Because the channel is concentrated and compounding. Top SaaS brands already earn 8.4x more AI citations than competitors, and that gap is widening (Data-Mania, 2026). A Columbia Journalism Review analysis found only 49% of answers across eight generative tools included any citation at all (Jaxon Parrott, 2026) — so each captured citation carries outsized weight in a constrained market. The brands establishing position in early 2026 are claiming ground that gets harder and more expensive to take every quarter, while most competitors are still watching dashboards that don't show this layer at all.
Can I improve my share of model, or is it out of my control?

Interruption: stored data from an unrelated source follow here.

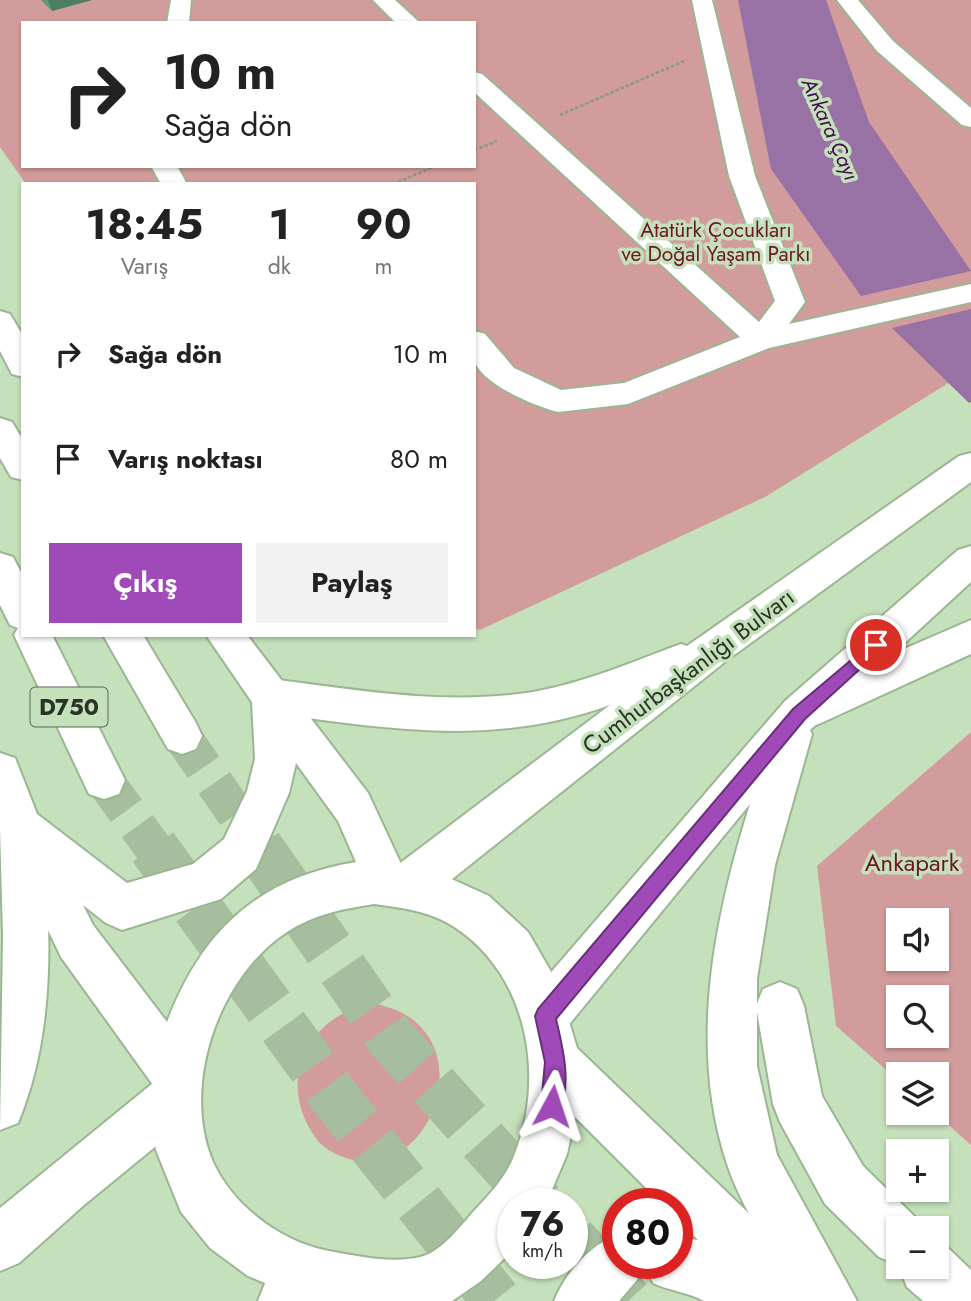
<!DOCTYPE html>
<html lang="tr">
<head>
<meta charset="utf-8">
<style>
	body { margin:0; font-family:Jost,sans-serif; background:#f2f2f2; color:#222; height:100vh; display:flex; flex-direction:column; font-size:26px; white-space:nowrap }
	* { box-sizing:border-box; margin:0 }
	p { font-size:23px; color:#767676 }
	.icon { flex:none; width:38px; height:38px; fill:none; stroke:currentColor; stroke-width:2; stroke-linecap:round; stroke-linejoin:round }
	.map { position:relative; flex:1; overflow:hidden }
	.details { position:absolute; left:21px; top:182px; width:455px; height:455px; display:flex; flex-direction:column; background:#fff; border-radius:0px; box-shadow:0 2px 5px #0004 }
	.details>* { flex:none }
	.hud { position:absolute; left:21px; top:21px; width:455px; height:147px; border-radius:0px; box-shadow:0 2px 5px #0004; background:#fff; color:#222; overflow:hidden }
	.buttons { position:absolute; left:886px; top:908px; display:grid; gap:14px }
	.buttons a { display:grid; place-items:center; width:63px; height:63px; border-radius:0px; background:#fff; box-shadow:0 2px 5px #0004; font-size:35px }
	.speed { position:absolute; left:497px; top:1188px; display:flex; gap:14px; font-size:35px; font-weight:700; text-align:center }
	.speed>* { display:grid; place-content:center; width:91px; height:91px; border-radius:50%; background:#fff; box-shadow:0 2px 5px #0004; line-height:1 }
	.speed small { font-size:18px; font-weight:400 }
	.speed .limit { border:10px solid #d22; background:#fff; color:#111 }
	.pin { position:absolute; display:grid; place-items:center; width:60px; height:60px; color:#fff; margin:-30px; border:4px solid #fff; border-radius:50%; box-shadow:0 2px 7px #0007 }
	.me { position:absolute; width:77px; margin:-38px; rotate:5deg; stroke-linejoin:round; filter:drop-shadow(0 0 5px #0008) }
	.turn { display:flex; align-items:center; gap:24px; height:147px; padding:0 28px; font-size:32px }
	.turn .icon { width:91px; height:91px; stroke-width:2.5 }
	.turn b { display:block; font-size:49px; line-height:60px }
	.eta { display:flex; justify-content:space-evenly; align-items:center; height:119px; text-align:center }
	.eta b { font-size:42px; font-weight:700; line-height:49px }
	.primary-button { display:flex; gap:14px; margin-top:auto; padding:14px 28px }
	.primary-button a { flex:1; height:80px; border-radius:0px; background:#9f4ab8; color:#fff; font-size:28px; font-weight:700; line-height:80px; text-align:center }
	.primary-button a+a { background:#f2f2f2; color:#222 }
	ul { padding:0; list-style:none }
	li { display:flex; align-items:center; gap:21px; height:105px; padding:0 28px }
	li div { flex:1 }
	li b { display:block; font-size:26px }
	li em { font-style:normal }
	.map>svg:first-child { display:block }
</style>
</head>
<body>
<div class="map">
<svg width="971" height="1301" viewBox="0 0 971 1301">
	<rect width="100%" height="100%" fill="#c5e1bb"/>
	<path fill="#d39c9c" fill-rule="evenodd" d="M 0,0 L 971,0 L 971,369 L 765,497 L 480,630 L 474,628 L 474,184 L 26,184 L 0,147 ZM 23,23 L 474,23 L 474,166 L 23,166 Z
		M 971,732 L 971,1145 L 935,1113 L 936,1074 L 898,1074 L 898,1080 L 836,1026 L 817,866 ZM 898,920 L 936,920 L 936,959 L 898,959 ZM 898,998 L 936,998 L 936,1036 L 898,1036 Z
		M 370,1003 C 488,1020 439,1182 349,1159 C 336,1155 322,1148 315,1137 C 276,1080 306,1019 370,1003 Z"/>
	<path fill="#9871a5" d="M 738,0 L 826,0 L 869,122 L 971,271 L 861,296 L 771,169 Z
		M 971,309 L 971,402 L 969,403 L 892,328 Z"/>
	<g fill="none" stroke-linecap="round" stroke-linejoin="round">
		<path stroke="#a6be9d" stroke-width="38" stroke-dasharray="38 19" stroke-linecap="butt" d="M 182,736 L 260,849
			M 104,780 L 154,849"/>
		<path stroke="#a6be9d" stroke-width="50" stroke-dasharray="50 24" stroke-linecap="butt" d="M 153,847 L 336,1099 L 497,1301
			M 258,847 L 389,1036 L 540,1204
			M 572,1239 L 628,1301"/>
		<defs>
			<path id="minor" d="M 171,0 L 191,0 L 189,23 L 167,23 Z
				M 373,0 L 395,0 L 420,23 L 396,23 Z
				M 692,0 L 712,0 L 755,176 L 805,302 L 789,324 L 971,284 L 971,302 L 769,348 L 628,404 L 558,412 C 535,406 480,384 474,359 C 472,351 474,340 474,331 L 485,334 L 514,368 L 561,390 L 624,383 L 740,337 L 474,92 L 474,72 L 482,74 L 759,322 L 775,301 L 729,176 Z
				M 837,0 L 858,0 L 893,41 L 971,108 L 971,127 L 962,125 L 877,51 Z
				M 151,166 L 177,166 L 187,184 L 161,184 Z
				M 971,620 L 971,654 L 821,723 L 807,728 L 793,723 L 787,710 L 793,697 Z
				M 780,982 L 797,989 L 804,1006 L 822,1096 L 863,1166 L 917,1219 L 921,1228 L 898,1228 L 898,1265 L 879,1257 L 825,1204 L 780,1122 L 773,1104 L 756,1006 L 763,989 Z
				M 936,1243 L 947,1247 L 971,1270 L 971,1301 L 923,1301 L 907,1287 L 899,1267 L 936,1267 Z"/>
			<path id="major" d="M 971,453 L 971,482 L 726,661 L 427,899 L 411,905 L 395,899 L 389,883 L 395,867 L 610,705 C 494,747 390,729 271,713 L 257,708 L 251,696 L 257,684 L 271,679 C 357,690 446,706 533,692 C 584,683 632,662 681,644 L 687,646 L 959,456 Z
				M 971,546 L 971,582 L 810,730 L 812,734 L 775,865 L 757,979 L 757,1066 L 777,1155 L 857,1301 L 799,1301 C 776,1258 742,1210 727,1164 C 688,1046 714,919 750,804 L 562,1033 L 545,1040 L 528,1033 L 521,1016 L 528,999 L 785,701 L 958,550 Z
				M 21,809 L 36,815 L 43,830 C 50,930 57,1028 18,1123 L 0,1130 L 3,935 L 0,828 L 6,815 Z
				M 176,1072 L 194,1079 L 201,1097 L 194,1115 L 84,1205 L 19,1263 L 0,1271 L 0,1208 L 158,1079 Z
				M 298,1264 L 318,1272 L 326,1292 L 322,1301 L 258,1301 L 266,1281 Z"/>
			<path id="highway" d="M 0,311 L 10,314 L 23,336 L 23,377 L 12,374 L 0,351 Z
				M 0,418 L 12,422 L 23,440 L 23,480 L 11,477 L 0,458 Z
				M 0,553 L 13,557 L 23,576 L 23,635 L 52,635 L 125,780 L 119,794 L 104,799 L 89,794 L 14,635 L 18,628 L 10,625 L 0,605 Z
				M 103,635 L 143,635 L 196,723 L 202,736 L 196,749 L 182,754 L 168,749 Z
				M 206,635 L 247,635 L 368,793 L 401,864 L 425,867 L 489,896 L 528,932 L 557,982 L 577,1048 L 819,1281 L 827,1301 L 704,1301 C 688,1292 670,1291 653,1283 L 645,1264 L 677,1264 L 677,1237 L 698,1240 L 677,1219 L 677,1204 L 662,1204 L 575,1117 L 567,1154 L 546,1204 L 513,1204 L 513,1250 L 481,1281 L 452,1301 L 308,1301 L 248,1276 L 210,1248 L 181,1212 L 156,1150 L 151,1101 L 153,1085 L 61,957 L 6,843 L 0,829 L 0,753 L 15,758 L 37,814 L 127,883 L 193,864 L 224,839 L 247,791 L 255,759 L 252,702 ZM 296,763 L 338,821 L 356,862 C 258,878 202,931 167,1022 L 93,925 L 83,905 L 106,923 L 122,930 L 221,899 L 256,869 L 289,793 ZM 374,904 C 403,908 431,911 456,928 C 528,976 546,1078 514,1156 C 506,1177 489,1195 473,1212 C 460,1227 440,1253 420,1257 C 392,1264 357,1256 329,1251 C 281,1242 233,1206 213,1162 C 180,1086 219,976 287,932 C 315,914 342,909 374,904 Z
				M 618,1234 L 618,1264 L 644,1264 L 637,1280 L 619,1301 L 554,1301 C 566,1272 589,1246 618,1234 Z"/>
		</defs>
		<use href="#minor" stroke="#9bb692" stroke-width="4"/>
		<use href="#major" stroke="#9bb692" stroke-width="4"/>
		<use href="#highway" stroke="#9bb692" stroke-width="4"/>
		<path stroke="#879c80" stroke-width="2.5" stroke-dasharray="3.5 2" stroke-linecap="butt" d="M 560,115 L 684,61
			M 474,150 L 497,141
			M 393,184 L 436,166"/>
		<use href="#minor" fill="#fff" fill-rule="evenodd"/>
		<use href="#major" fill="#fff" fill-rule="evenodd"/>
		<use href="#highway" fill="#fff" fill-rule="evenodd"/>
	</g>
	<path fill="#619a79" d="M 41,0 L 92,0 L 52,11 Z"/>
	<path fill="#4f7d63" d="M 48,0 L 92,0 L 52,11 Z"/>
	<path fill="#9f4ab8" stroke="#673078" stroke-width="2" d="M 876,639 L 883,645 L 881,650 L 805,719 L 556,1019 C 563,1049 572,1083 559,1113 L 552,1117 L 544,1113 L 541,1106 L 545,1062 L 535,1016 L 538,1009 L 793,709 Z"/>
	<g text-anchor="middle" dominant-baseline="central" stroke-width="7" stroke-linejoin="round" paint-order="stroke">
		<g font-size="21" font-style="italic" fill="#410d4f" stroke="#c5e1bb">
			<text transform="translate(830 129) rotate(66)">Ankara Çayı</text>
		</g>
		<g font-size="21" fill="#6c1623" stroke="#c5e1bb">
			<text x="716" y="230">Atatürk Çocukları<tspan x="716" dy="24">ve Doğal Yaşam Parkı</tspan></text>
		</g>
		<rect fill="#c5e1bb" stroke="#586853" stroke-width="2" x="30.5" y="687.5" width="77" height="39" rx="5"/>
		<g font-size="23" font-weight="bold" fill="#293426">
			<text x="69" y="707">D750</text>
		</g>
		<g font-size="24" fill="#293426" stroke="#c5e1bb">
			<text transform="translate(688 671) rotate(-37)">Cumhurbaşkanlığı Bulvarı</text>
		</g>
		<g font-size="24" fill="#6c1623" stroke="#c5e1bb">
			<text x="912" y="862">Ankapark</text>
		</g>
	</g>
</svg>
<div class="buttons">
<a><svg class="icon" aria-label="sound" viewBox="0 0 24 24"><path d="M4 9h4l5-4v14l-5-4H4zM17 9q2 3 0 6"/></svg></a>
<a><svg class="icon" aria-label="search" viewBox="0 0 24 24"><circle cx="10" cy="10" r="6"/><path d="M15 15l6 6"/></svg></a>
<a><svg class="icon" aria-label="layers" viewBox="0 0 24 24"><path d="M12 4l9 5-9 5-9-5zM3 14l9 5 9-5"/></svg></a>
<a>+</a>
<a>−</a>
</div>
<div class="speed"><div>76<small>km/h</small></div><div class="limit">80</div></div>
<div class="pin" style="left:876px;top:645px;background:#d93025"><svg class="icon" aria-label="arrive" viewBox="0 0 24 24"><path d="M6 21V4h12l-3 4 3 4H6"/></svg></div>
<svg class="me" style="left:552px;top:1106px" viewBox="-20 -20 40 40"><path d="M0-17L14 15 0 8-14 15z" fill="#9f4ab8" stroke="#fff" stroke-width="4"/></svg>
<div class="hud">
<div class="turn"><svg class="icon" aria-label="right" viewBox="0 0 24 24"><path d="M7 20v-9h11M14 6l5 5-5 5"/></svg><div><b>10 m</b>Sağa dön</div></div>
</div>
<section class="details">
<div class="eta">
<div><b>18:45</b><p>Varış</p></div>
<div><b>1</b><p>dk</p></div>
<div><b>90</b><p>m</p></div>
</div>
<ul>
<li><svg class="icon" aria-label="right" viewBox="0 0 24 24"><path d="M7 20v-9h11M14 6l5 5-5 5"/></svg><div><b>Sağa dön</b></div><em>10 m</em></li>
<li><svg class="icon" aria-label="arrive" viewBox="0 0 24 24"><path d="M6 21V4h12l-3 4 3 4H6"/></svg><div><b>Varış noktası</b></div><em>80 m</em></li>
</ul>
<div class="primary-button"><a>Çıkış</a><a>Paylaş</a></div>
</section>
</div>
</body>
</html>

You can absolutely move it. Structured content is one of the biggest levers — research presented at SIGKDD 2024 found that adding statistics improves AI visibility 30–40%, and tables are cited 2.5x more often than prose (AuthorityTech, 2026). Third-party validation, entity clarity, citation-worthy assets, and proper technical access for AI crawlers all feed into whether you get selected. Share of model is the output you watch to confirm those inputs are working.
Will AI search visibility replace SEO?
No — it adds a new discovery layer on top of SEO rather than replacing it. SEO remains necessary but is no longer sufficient on its own. The new variables are prompt coverage, citation share of voice, source diversity, recommendation rank, and entity consistency (Paul Okhrem, 2026). The strongest strategies in 2026 build for both the traditional search layer and the AI answer layer at the same time.